Integration of biological data of various types and development of adapted bioinformatics tools represent critical objectives to enable research at the systems level. The European Network of Excellence ENFIN is engaged in developing an adapted infrastructure to connect databases, and platforms to enable both generation of new bioinformatics tools and experimental validation of computational predictions. Beyond the use of common standards to format individual datasets, there is a need for sophisticated informatics platforms to enable mining data across various domains, sources, formats and types. The aim of the EnCORE project is to integrate across different disciplines an extensive list of database resources and analysis tools in a computationally accessible and extensible manner, facilitating automated data retrieval and processing with a special focus on systems biology.
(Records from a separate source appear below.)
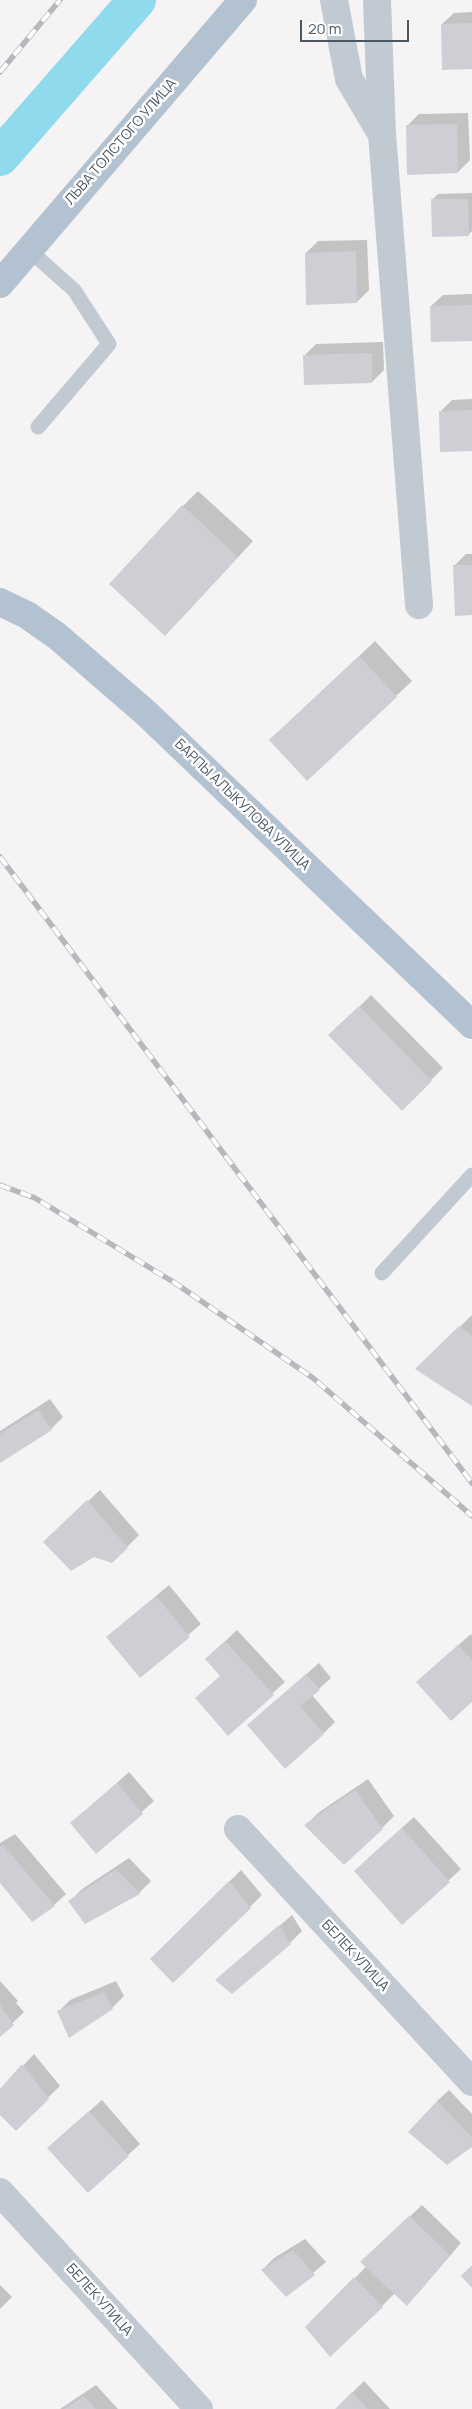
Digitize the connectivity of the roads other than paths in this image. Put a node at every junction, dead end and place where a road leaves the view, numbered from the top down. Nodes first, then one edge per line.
1 (243, 0) edge
2 (334, 0) edge
3 (377, 0) edge
4 (382, 134) junction
5 (29, 250) junction
6 (0, 284) edge
7 (38, 428) dead end
8 (0, 602) edge
9 (418, 605) dead end
10 (472, 1025) edge
11 (472, 1175) edge
12 (382, 1273) dead end
13 (238, 1829) dead end
14 (472, 2082) edge
15 (0, 2192) edge
16 (199, 2409) edge

1 - 5 main road, ЛЬВА ТОЛСТОГО УЛИЦА
2 - 4 street
3 - 4 street
4 - 9 street
5 - 6 main road, ЛЬВА ТОЛСТОГО УЛИЦА
5 - 7 lane
8 - 10 main road, БАРПЫ АЛЫКУЛОВА УЛИЦА
11 - 12 lane
13 - 14 street, БЕЛЕК УЛИЦА
15 - 16 street, БЕЛЕК УЛИЦА

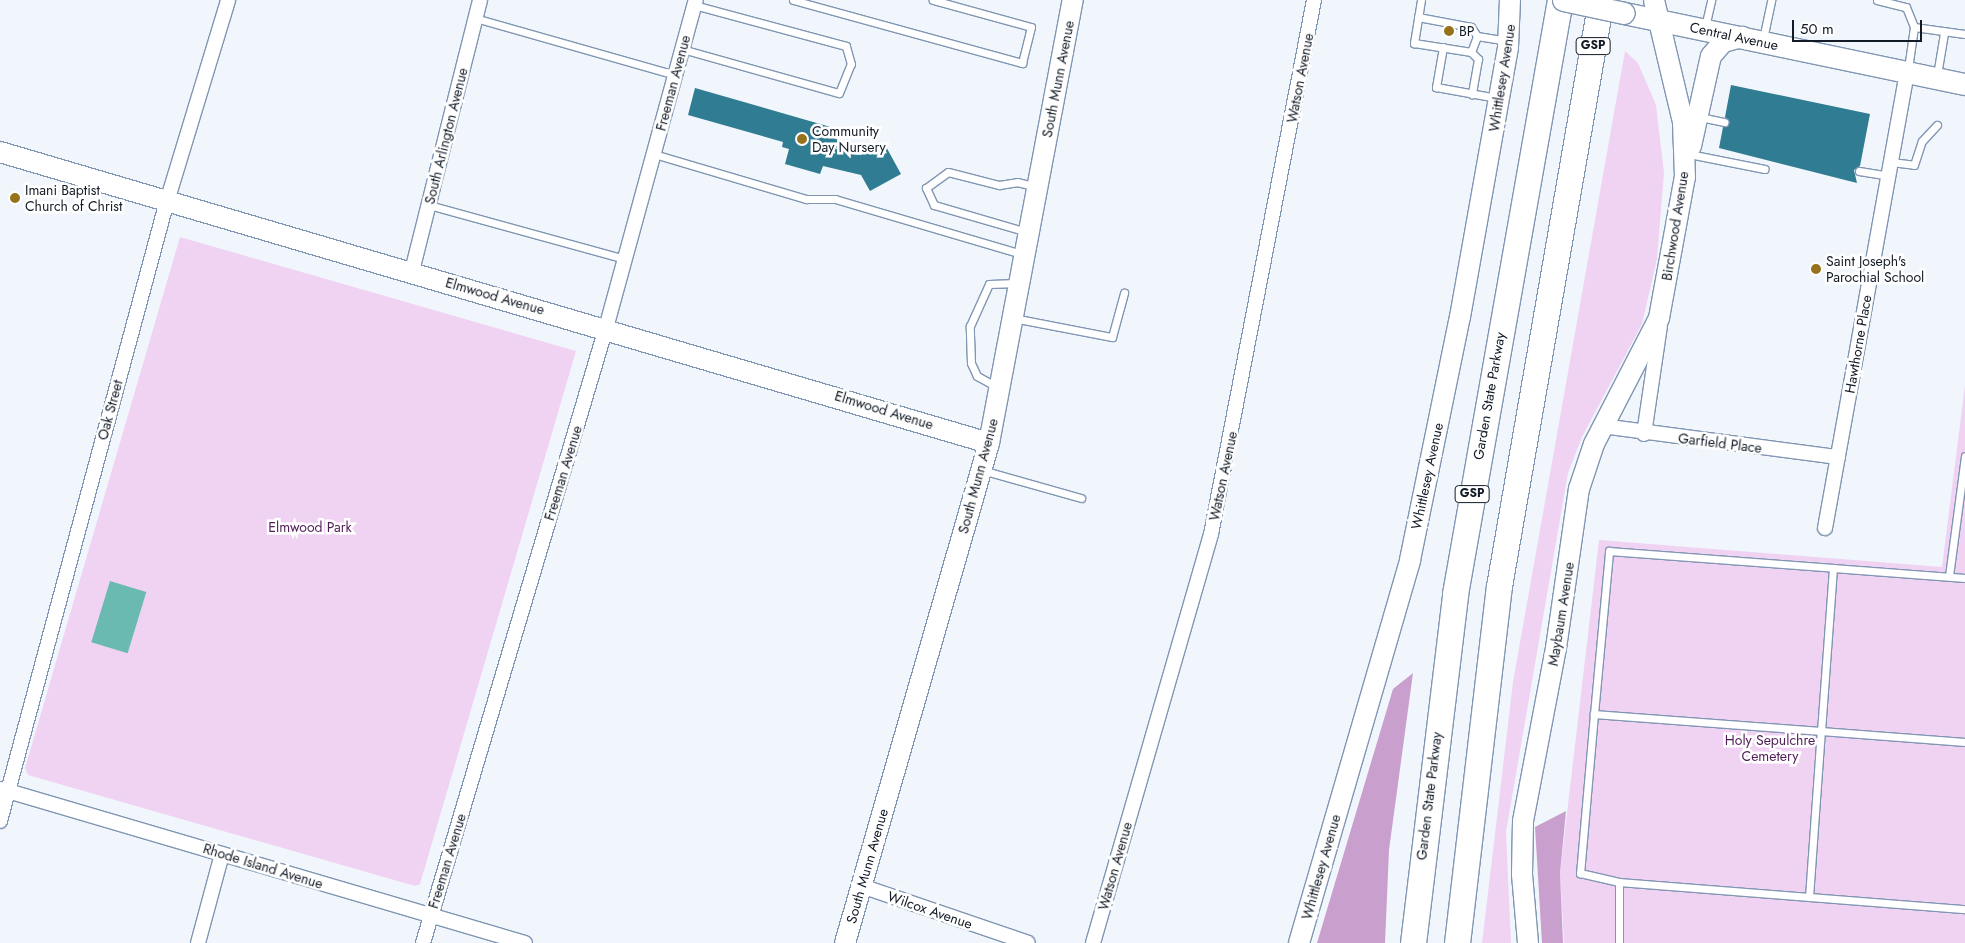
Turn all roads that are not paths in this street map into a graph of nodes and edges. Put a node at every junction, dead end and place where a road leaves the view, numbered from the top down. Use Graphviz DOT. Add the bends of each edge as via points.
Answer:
graph roads {
  1 [pos="228,0"];
  2 [pos="480,0"];
  3 [pos="794,0"];
  4 [pos="933,0"];
  5 [pos="1073,0"];
  6 [pos="1314,0"];
  7 [pos="1421,0"];
  8 [pos="1510,0"];
  9 [pos="1556,0"];
  10 [pos="1562,0"];
  11 [pos="1601,0"];
  12 [pos="1711,0"];
  13 [pos="1771,0"];
  14 [pos="1877,0"];
  15 [pos="695,3"];
  16 [pos="1617,6"];
  17 [pos="1655,10"];
  18 [pos="475,18"];
  19 [pos="1418,18"];
  20 [pos="1914,27"];
  21 [pos="1704,30"];
  22 [pos="1944,33"];
  23 [pos="1965,34"];
  24 [pos="1476,36"];
  25 [pos="1742,38"];
  26 [pos="1509,41"];
  27 [pos="1763,42"];
  28 [pos="1443,47"];
  29 [pos="1551,47"];
  30 [pos="682,49"];
  31 [pos="1471,52"];
  32 [pos="1907,72"];
  33 [pos="675,75"];
  34 [pos="1936,78"];
  35 [pos="1965,84"];
  36 [pos="1586,93"];
  37 [pos="1472,94"];
  38 [pos="1499,98"];
  39 [pos="1697,116"];
  40 [pos="1724,122"];
  41 [pos="1937,125"];
  42 [pos="0,152"];
  43 [pos="654,154"];
  44 [pos="1689,154"];
  45 [pos="1891,162"];
  46 [pos="1765,169"];
  47 [pos="1859,171"];
  48 [pos="1889,176"];
  49 [pos="1685,177"];
  50 [pos="1038,187"];
  51 [pos="167,200"];
  52 [pos="429,205"];
  53 [pos="1029,232"];
  54 [pos="1025,255"];
  55 [pos="625,259"];
  56 [pos="412,271"];
  57 [pos="1019,283"];
  58 [pos="1124,293"];
  59 [pos="1663,301"];
  60 [pos="1013,318"];
  61 [pos="606,328"];
  62 [pos="1000,388"];
  63 [pos="1602,426"];
  64 [pos="1644,434"];
  65 [pos="989,443"];
  66 [pos="1965,456"];
  67 [pos="1838,457"];
  68 [pos="982,470"];
  69 [pos="1081,498"];
  70 [pos="1825,528"];
  71 [pos="1833,568"];
  72 [pos="1949,576"];
  73 [pos="1965,578"];
  74 [pos="1594,714"];
  75 [pos="1821,731"];
  76 [pos="1965,742"];
  77 [pos="4,790"];
  78 [pos="0,821"];
  79 [pos="222,854"];
  80 [pos="1619,882"];
  81 [pos="861,886"];
  82 [pos="1809,897"];
  83 [pos="1965,909"];
  84 [pos="431,916"];
  85 [pos="198,943"];
  86 [pos="423,943"];
  87 [pos="525,943"];
  88 [pos="845,943"];
  89 [pos="1028,943"];
  90 [pos="1093,943"];
  91 [pos="1299,943"];
  92 [pos="1413,943"];
  93 [pos="1457,943"];
  94 [pos="1528,943"];
  95 [pos="1619,943"];
  1 -- 51 [label="street, Oak Street"];
  2 -- 18 [label="street, South Arlington Avenue"];
  3 -- 4 [label="lane" via="1022,64 1031,28"];
  5 -- 50 [label="main road, South Munn Avenue"];
  6 -- 90 [label="street, Watson Avenue" via="1211,534"];
  7 -- 19 [label="lane"];
  8 -- 26 [label="main road, Whittlesey Avenue"];
  9 -- 29 [label="highway"];
  10 -- 16 [label="main road, Central Avenue, bridge"];
  10 -- 29 [label="highway, Garden State Parkway / GSP"];
  11 -- 36 [label="highway, GSP"];
  12 -- 21 [label="lane"];
  13 -- 27 [label="lane"];
  14 -- 20 [label="lane" via="1906,7"];
  15 -- 30 [label="street, Freeman Avenue"];
  15 -- 30 [label="lane" via="846,46 851,64 839,93"];
  16 -- 17 [label="main road, Central Avenue"];
  16 -- 36 [label="highway"];
  17 -- 21 [label="main road, Central Avenue"];
  17 -- 49 [label="main road, Birchwood Avenue" via="1683,122"];
  18 -- 33 [label="lane"];
  18 -- 52 [label="street, South Arlington Avenue"];
  19 -- 24 [label="lane" via="1471,27"];
  19 -- 28 [label="lane" via="1414,43"];
  20 -- 22 [label="lane"];
  20 -- 32 [label="lane"];
  21 -- 25 [label="main road, Central Avenue"];
  22 -- 23 [label="lane"];
  22 -- 34 [label="lane"];
  24 -- 26 [label="lane"];
  24 -- 31 [label="lane"];
  25 -- 27 [label="main road, Central Avenue"];
  25 -- 39 [label="main road" via="1722,42 1711,56"];
  26 -- 38 [label="main road, Whittlesey Avenue"];
  27 -- 32 [label="main road, Central Avenue"];
  28 -- 31 [label="lane"];
  28 -- 37 [label="lane" via="1436,88"];
  29 -- 92 [label="highway, Garden State Parkway / GSP" via="1455,594"];
  30 -- 33 [label="street, Freeman Avenue"];
  31 -- 37 [label="lane" via="1478,59"];
  32 -- 34 [label="main road, Central Avenue"];
  32 -- 45 [label="street, Hawthorne Place"];
  33 -- 43 [label="street, Freeman Avenue"];
  34 -- 35 [label="main road, Central Avenue"];
  36 -- 93 [label="highway, GSP" via="1501,577"];
  37 -- 38 [label="lane"];
  38 -- 91 [label="main road, Whittlesey Avenue" via="1455,345 1405,578"];
  39 -- 40 [label="lane"];
  39 -- 44 [label="main road"];
  41 -- 45 [label="lane" via="1922,141 1914,165"];
  42 -- 51 [label="main road, Elmwood Avenue"];
  43 -- 54 [label="lane" via="806,198 835,199"];
  43 -- 55 [label="street, Freeman Avenue"];
  44 -- 46 [label="lane"];
  44 -- 49 [label="main road"];
  45 -- 48 [label="street, Hawthorne Place"];
  47 -- 48 [label="lane"];
  48 -- 67 [label="street, Hawthorne Place"];
  49 -- 59 [label="main road, Birchwood Avenue"];
  50 -- 53 [label="main road, South Munn Avenue"];
  50 -- 53 [label="lane" via="1017,182 1000,185 948,172 926,188 934,205"];
  51 -- 56 [label="main road, Elmwood Avenue"];
  51 -- 77 [label="street, Oak Street"];
  52 -- 55 [label="lane"];
  52 -- 56 [label="street, South Arlington Avenue"];
  53 -- 54 [label="main road, South Munn Avenue"];
  54 -- 57 [label="main road, South Munn Avenue"];
  55 -- 61 [label="street, Freeman Avenue"];
  56 -- 61 [label="main road, Elmwood Avenue"];
  57 -- 60 [label="main road, South Munn Avenue"];
  57 -- 62 [label="lane" via="997,281 982,293 970,326 968,345 975,370 987,386"];
  58 -- 60 [label="lane" via="1112,337"];
  59 -- 63 [label="main road, Maybaum Avenue" via="1649,344"];
  59 -- 64 [label="street, Birchwood Avenue"];
  60 -- 62 [label="main road, South Munn Avenue"];
  61 -- 65 [label="main road, Elmwood Avenue"];
  61 -- 84 [label="street, Freeman Avenue"];
  62 -- 65 [label="main road, South Munn Avenue"];
  63 -- 64 [label="street, Garfield Place"];
  63 -- 94 [label="main road, Maybaum Avenue" via="1579,489 1556,648 1526,797 1522,874"];
  64 -- 67 [label="street, Garfield Place"];
  65 -- 68 [label="main road, South Munn Avenue"];
  66 -- 72 [label="lane"];
  67 -- 70 [label="street, Hawthorne Place"];
  68 -- 69 [label="lane"];
  68 -- 81 [label="main road, South Munn Avenue"];
  71 -- 72 [label="lane"];
  71 -- 74 [label="lane" via="1609,551"];
  71 -- 75 [label="lane"];
  72 -- 73 [label="lane"];
  74 -- 75 [label="lane"];
  74 -- 80 [label="lane" via="1580,874"];
  75 -- 76 [label="lane"];
  75 -- 82 [label="lane"];
  77 -- 78 [label="street, Oak Street"];
  77 -- 79 [label="street, Rhode Island Avenue"];
  79 -- 84 [label="street, Rhode Island Avenue"];
  79 -- 85 [label="street"];
  80 -- 82 [label="lane"];
  80 -- 95 [label="lane"];
  81 -- 88 [label="main road, South Munn Avenue"];
  81 -- 89 [label="street, Wilcox Avenue"];
  82 -- 83 [label="lane"];
  84 -- 86 [label="street, Freeman Avenue"];
  84 -- 87 [label="street, Rhode Island Avenue"];
}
The EnCORE platform is available as a collection of webservices with a common standard format easy to integrate in Workflow management software such as Taverna. Additionally EnCORE services are also accessible thought EnVISION, a web graphical user interface providing elaborated information such as molecular interaction, biological pathways and computational models of pathways.